- **Task to carry out**
Tally the lines of the data that include the word "Braydon". Only the number is to be returned.

- **Available records**

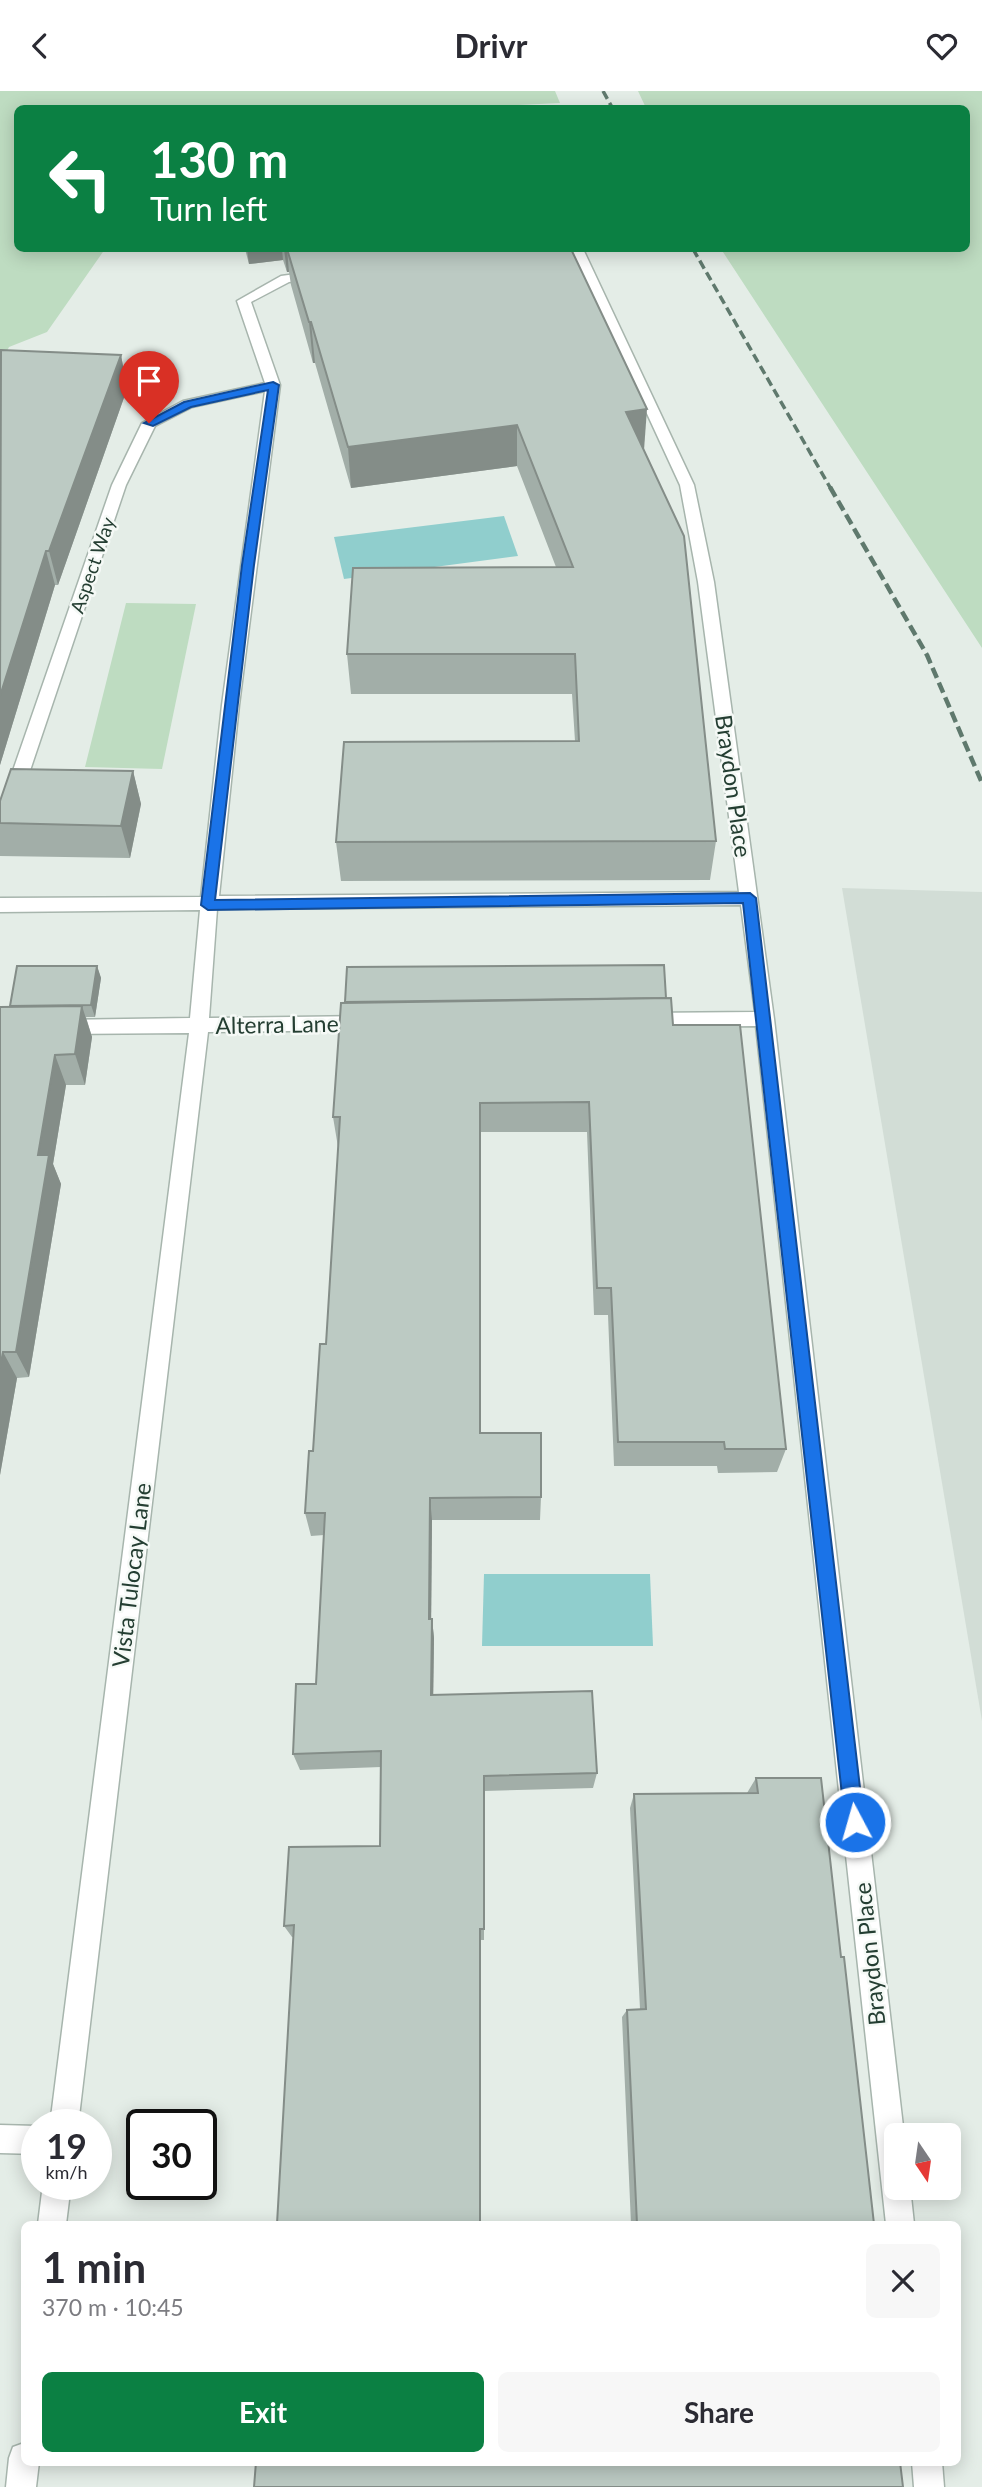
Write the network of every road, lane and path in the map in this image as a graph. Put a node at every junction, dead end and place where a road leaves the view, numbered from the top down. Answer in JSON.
{"nodes":[{"id":1,"x":578,"y":252,"type":"edge"},
{"id":2,"x":326,"y":274,"type":"edge"},
{"id":3,"x":273,"y":385,"type":"junction"},
{"id":4,"x":0,"y":833,"type":"edge"},
{"id":5,"x":750,"y":898,"type":"junction"},
{"id":6,"x":0,"y":905,"type":"edge"},
{"id":7,"x":208,"y":905,"type":"junction"},
{"id":8,"x":765,"y":1019,"type":"junction"},
{"id":9,"x":627,"y":1021,"type":"edge"},
{"id":10,"x":392,"y":1023,"type":"edge"},
{"id":11,"x":199,"y":1025,"type":"junction"},
{"id":12,"x":40,"y":1028,"type":"edge"},
{"id":13,"x":66,"y":2109,"type":"edge"},
{"id":14,"x":0,"y":2139,"type":"edge"},
{"id":15,"x":21,"y":2140,"type":"edge"},
{"id":16,"x":55,"y":2200,"type":"edge"},
{"id":17,"x":52,"y":2221,"type":"edge"},
{"id":18,"x":900,"y":2221,"type":"edge"},
{"id":19,"x":23,"y":2466,"type":"edge"},
{"id":20,"x":927,"y":2466,"type":"edge"},
{"id":21,"x":21,"y":2487,"type":"edge"},
{"id":22,"x":929,"y":2487,"type":"edge"}],
"edges":[{"from":1,"to":5,"type":"street","name":"Braydon Place"},
{"from":2,"to":3,"type":"street"},
{"from":3,"to":4,"type":"street","name":"Aspect Way"},
{"from":3,"to":7,"type":"street"},
{"from":5,"to":7,"type":"street"},
{"from":5,"to":8,"type":"street","name":"Braydon Place"},
{"from":6,"to":7,"type":"street"},
{"from":7,"to":11,"type":"street"},
{"from":8,"to":9,"type":"street"},
{"from":8,"to":18,"type":"street","name":"Braydon Place"},
{"from":10,"to":11,"type":"street","name":"Alterra Lane"},
{"from":11,"to":12,"type":"street","name":"Alterra Lane"},
{"from":11,"to":13,"type":"street","name":"Vista Tulocay Lane"},
{"from":14,"to":15,"type":"street"},
{"from":16,"to":17,"type":"street"},
{"from":19,"to":21,"type":"street"},
{"from":20,"to":22,"type":"street"}]}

- **Result**
3